Para julgar esse propósito de se manter
virgem e compreender a agudeza de espírito, convém lembrar a mentalidade dos
Judeus em relação à virgindade.
A primeira
lei do Criador dirigida a todos os seres viventes era “Crescei e multiplicai-vos.”1
E o primeiro instinto do povo escolhido (que se confundia com o seu primeiro e
principal dever) era o de se comportar como povo, garantindo a sobrevivência.
A mulher
judia não conhece maior maldição do que a esterilidade, sinal do desprezo de
Deus por ela. E, como não é possível conceber uma nova geração sem a carne, o
ser que não pode procriar é um ser diminuído, desprezado, privado da
imortalidade temporal, tendo fracassado em sua missão.
Nós temos
dificuldade em compreender esta ideia mosaica, este modo de agir segundo a
Antiga Lei, pois estamos impregnados do Cristianismo e nele não podemos deixar
de projetar novas luzes sobre antigas sombras.
O ato de se
consagrar à virgindade dava a uma jovem judia a chance de ser escolhida para
ser a mãe do Messias. As Escrituras demonstravam que o Messias nasceria de uma
virgem. Porém, a verdade histórica não era essa.

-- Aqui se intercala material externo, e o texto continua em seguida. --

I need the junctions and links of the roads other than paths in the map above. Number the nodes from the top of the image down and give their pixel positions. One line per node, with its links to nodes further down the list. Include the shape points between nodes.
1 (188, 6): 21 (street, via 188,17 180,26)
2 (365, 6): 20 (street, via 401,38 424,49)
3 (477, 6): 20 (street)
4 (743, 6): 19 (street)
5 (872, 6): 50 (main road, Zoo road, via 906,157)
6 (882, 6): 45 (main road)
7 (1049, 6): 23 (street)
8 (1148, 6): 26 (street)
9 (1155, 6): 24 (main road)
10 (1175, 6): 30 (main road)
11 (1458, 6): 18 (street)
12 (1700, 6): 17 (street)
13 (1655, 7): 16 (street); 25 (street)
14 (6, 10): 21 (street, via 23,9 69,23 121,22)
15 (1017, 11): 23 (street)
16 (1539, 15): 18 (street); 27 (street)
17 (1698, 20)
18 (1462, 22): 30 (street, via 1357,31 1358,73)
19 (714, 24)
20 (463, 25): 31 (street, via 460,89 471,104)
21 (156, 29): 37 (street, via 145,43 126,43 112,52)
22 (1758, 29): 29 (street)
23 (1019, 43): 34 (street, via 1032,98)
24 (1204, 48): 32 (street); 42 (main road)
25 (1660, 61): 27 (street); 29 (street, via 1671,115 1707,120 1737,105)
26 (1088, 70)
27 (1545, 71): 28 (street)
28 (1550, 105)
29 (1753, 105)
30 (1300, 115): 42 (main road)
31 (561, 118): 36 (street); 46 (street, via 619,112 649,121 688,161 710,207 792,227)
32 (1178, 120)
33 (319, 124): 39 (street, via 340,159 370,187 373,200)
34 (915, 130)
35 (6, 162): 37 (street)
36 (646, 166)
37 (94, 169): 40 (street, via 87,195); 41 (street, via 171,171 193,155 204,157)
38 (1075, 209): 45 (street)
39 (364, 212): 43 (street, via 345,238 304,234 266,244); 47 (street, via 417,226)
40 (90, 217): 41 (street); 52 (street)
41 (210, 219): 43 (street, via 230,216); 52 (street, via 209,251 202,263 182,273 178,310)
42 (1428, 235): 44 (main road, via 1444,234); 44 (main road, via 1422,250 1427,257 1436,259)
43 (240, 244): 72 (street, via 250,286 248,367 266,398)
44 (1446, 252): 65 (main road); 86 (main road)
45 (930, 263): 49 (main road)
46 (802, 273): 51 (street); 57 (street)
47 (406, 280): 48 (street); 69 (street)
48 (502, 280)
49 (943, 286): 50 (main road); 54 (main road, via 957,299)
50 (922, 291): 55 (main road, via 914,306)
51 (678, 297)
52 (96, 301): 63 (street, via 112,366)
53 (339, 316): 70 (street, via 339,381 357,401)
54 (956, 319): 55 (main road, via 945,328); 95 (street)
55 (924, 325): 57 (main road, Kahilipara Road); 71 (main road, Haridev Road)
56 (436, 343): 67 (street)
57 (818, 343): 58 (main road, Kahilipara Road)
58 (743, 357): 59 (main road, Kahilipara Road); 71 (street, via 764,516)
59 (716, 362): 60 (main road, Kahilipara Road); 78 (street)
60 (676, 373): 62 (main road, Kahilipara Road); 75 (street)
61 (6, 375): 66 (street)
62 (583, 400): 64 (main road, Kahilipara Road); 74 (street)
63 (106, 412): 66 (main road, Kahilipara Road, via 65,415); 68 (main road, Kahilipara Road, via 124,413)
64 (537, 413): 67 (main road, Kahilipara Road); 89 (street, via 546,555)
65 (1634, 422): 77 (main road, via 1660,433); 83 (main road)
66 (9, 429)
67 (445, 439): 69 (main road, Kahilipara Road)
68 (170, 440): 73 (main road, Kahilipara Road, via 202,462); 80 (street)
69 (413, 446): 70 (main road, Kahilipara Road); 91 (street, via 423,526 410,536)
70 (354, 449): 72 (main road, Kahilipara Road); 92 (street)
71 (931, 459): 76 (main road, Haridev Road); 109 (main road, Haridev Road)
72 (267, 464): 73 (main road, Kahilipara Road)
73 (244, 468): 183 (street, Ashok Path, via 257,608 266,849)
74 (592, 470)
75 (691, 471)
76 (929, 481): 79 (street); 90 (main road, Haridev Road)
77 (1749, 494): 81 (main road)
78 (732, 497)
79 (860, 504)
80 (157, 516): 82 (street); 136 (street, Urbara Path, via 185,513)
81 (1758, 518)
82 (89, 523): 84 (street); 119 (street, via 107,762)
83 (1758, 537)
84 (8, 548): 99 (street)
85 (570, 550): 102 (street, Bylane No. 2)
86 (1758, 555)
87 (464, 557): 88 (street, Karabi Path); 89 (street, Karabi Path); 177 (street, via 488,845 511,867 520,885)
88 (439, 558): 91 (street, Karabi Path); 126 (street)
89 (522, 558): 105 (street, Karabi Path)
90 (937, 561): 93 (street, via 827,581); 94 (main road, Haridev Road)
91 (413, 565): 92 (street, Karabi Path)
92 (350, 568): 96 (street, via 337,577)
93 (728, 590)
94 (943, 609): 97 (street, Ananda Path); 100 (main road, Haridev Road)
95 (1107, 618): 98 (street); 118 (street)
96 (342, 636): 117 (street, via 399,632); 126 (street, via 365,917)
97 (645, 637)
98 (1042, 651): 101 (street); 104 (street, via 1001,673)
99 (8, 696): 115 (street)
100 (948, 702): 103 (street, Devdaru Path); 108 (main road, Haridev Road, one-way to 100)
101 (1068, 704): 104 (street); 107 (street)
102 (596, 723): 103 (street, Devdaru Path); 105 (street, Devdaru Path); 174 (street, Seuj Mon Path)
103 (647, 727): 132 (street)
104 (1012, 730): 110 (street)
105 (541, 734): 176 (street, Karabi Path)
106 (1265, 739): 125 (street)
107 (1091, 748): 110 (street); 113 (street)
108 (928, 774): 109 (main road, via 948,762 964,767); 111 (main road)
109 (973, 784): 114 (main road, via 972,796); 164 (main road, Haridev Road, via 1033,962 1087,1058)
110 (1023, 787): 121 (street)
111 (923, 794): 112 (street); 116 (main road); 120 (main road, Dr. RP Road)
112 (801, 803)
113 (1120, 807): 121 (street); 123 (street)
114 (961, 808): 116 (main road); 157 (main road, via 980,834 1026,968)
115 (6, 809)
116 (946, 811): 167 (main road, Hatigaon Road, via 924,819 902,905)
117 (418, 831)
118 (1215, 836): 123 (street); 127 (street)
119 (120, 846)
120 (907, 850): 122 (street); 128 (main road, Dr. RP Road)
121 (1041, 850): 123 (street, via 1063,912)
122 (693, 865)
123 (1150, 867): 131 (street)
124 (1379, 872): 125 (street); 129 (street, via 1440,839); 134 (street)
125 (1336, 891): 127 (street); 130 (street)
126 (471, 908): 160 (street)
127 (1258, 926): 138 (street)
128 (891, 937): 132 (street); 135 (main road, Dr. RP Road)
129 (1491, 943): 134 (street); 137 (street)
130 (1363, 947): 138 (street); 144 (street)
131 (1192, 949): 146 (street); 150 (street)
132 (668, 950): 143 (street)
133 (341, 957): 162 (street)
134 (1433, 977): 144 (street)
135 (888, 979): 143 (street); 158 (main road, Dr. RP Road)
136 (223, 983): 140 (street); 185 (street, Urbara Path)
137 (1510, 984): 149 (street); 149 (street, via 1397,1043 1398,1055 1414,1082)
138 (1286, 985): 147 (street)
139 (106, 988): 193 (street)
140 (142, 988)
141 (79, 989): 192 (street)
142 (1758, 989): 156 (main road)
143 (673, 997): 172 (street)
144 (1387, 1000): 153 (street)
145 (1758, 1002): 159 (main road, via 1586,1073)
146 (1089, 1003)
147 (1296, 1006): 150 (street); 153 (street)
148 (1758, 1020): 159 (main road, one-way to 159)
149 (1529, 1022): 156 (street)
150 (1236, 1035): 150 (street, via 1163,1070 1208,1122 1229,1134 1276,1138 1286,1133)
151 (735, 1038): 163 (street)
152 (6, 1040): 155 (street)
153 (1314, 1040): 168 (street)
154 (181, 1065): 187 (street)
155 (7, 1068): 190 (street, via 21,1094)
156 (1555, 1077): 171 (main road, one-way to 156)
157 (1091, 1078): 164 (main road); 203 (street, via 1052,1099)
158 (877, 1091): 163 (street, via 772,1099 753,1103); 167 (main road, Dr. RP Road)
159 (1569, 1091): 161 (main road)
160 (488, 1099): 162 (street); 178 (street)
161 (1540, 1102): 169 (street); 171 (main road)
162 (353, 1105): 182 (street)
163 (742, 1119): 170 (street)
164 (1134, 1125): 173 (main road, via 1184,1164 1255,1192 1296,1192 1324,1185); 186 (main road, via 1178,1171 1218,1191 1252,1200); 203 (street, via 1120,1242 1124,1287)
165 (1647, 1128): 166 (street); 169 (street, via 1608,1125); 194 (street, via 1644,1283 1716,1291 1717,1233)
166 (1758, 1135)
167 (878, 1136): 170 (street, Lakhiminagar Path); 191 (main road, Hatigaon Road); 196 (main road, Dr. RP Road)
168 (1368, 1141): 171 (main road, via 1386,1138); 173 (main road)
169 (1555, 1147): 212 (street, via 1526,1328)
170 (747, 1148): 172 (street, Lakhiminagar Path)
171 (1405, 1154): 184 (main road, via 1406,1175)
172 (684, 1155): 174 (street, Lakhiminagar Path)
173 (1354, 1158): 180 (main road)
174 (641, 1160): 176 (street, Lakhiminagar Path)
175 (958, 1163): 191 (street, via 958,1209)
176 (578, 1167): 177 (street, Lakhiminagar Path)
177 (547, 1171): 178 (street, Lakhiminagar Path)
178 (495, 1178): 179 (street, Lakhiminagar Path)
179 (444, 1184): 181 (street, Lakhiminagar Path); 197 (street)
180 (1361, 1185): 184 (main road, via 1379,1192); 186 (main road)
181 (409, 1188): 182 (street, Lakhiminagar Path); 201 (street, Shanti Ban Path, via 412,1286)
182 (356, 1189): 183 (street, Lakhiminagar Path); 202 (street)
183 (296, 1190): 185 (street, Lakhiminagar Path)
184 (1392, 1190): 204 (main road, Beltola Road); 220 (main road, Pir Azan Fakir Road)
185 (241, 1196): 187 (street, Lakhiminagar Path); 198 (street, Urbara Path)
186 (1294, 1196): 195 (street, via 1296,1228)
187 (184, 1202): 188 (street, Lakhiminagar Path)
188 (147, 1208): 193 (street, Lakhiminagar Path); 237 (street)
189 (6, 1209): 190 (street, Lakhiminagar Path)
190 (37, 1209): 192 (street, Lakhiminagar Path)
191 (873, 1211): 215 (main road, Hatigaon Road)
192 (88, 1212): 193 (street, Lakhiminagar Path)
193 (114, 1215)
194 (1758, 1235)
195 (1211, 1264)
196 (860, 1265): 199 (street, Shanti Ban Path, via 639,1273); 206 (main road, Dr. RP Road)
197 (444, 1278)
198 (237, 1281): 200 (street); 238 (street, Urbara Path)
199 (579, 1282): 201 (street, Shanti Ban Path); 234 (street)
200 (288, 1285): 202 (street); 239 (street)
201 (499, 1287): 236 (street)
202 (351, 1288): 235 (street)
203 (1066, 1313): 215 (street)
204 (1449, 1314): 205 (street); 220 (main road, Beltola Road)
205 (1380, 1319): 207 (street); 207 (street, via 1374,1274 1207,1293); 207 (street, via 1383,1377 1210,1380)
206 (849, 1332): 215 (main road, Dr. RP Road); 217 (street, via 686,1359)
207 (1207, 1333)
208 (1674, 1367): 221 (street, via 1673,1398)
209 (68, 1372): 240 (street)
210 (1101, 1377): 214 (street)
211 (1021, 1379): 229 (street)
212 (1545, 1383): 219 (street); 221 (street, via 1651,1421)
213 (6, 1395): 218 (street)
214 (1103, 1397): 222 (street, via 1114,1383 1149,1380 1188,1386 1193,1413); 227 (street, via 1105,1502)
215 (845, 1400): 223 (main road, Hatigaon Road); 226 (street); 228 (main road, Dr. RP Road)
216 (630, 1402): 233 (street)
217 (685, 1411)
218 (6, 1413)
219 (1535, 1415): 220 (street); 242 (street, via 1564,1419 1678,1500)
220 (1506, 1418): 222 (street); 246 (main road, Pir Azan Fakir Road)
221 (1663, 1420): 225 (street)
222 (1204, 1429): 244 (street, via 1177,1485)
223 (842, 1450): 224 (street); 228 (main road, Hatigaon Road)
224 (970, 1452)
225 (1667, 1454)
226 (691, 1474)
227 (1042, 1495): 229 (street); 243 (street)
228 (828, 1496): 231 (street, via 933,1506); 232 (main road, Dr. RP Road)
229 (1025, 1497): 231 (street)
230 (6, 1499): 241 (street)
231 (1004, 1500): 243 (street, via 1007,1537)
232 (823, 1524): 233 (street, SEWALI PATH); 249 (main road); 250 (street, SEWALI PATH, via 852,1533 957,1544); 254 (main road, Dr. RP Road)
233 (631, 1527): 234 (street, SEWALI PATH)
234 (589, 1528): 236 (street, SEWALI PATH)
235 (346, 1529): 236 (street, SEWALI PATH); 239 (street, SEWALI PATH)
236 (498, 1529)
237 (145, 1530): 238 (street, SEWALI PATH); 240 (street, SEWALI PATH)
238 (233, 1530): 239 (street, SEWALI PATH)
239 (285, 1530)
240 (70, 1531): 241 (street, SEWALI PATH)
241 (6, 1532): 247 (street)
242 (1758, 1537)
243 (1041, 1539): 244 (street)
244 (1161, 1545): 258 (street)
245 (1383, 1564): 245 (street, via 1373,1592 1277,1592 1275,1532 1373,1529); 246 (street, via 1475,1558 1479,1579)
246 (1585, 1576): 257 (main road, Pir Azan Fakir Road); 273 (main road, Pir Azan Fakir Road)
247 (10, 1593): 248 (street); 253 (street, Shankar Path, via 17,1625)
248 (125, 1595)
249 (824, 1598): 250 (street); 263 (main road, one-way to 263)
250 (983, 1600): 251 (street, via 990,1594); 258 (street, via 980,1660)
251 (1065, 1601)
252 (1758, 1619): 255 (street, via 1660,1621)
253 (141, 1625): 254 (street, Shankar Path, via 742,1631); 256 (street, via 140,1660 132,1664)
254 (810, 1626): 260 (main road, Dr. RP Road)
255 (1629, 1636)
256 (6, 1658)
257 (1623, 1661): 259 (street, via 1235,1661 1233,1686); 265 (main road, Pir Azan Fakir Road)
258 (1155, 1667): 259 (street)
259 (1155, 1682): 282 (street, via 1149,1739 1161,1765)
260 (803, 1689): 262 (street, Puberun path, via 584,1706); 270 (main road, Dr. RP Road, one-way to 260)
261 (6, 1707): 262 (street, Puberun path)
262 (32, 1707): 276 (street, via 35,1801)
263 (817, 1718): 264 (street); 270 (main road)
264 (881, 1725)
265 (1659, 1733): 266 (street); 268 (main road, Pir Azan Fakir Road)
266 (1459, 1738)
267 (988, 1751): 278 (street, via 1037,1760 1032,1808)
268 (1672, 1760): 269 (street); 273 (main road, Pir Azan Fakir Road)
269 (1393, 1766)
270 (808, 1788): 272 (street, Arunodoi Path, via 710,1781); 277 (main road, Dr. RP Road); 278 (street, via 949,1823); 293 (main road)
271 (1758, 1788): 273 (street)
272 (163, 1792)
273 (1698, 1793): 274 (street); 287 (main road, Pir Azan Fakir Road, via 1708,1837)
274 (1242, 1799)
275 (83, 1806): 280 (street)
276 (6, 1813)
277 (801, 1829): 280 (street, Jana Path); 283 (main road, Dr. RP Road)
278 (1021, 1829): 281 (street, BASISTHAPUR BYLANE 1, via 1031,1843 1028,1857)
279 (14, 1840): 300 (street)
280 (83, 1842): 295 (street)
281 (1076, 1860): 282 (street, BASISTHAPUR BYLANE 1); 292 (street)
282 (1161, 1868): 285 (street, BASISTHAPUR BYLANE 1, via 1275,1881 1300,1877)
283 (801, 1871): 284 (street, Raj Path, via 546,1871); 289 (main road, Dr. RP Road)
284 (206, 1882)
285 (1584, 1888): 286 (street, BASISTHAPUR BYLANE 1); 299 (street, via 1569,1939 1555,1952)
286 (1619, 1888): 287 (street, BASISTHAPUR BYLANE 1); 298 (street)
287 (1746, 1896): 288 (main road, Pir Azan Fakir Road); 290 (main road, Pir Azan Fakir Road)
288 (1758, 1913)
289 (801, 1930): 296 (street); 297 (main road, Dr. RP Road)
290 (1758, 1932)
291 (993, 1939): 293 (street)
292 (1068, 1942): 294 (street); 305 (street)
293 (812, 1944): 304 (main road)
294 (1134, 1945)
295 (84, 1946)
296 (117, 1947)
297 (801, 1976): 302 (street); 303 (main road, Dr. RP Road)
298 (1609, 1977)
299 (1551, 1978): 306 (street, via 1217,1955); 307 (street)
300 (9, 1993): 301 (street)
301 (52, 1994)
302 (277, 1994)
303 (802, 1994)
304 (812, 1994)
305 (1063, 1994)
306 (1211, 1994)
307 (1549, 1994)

O texto de Isaías “O Senhor vos dará um sinal:
eis que uma almahn (=virgem) conceberá, e dará à luz um filho, e o seu nome
será Emanuel” (Is 7,14), segundo o texto hebraico o termo refere-se a uma
donzela, mesmo casada. Mas pelo texto em grego o termo usado é parthenos
(=virgem), pela tradução grega da Septuaginta 2.
Além do mais,
se a Virgem Maria conhecesse a origem virginal, a pergunta que fez ao Anjo não
conteria um sentido pleno: “Como vai ser isso, se eu não conheço homem algum?”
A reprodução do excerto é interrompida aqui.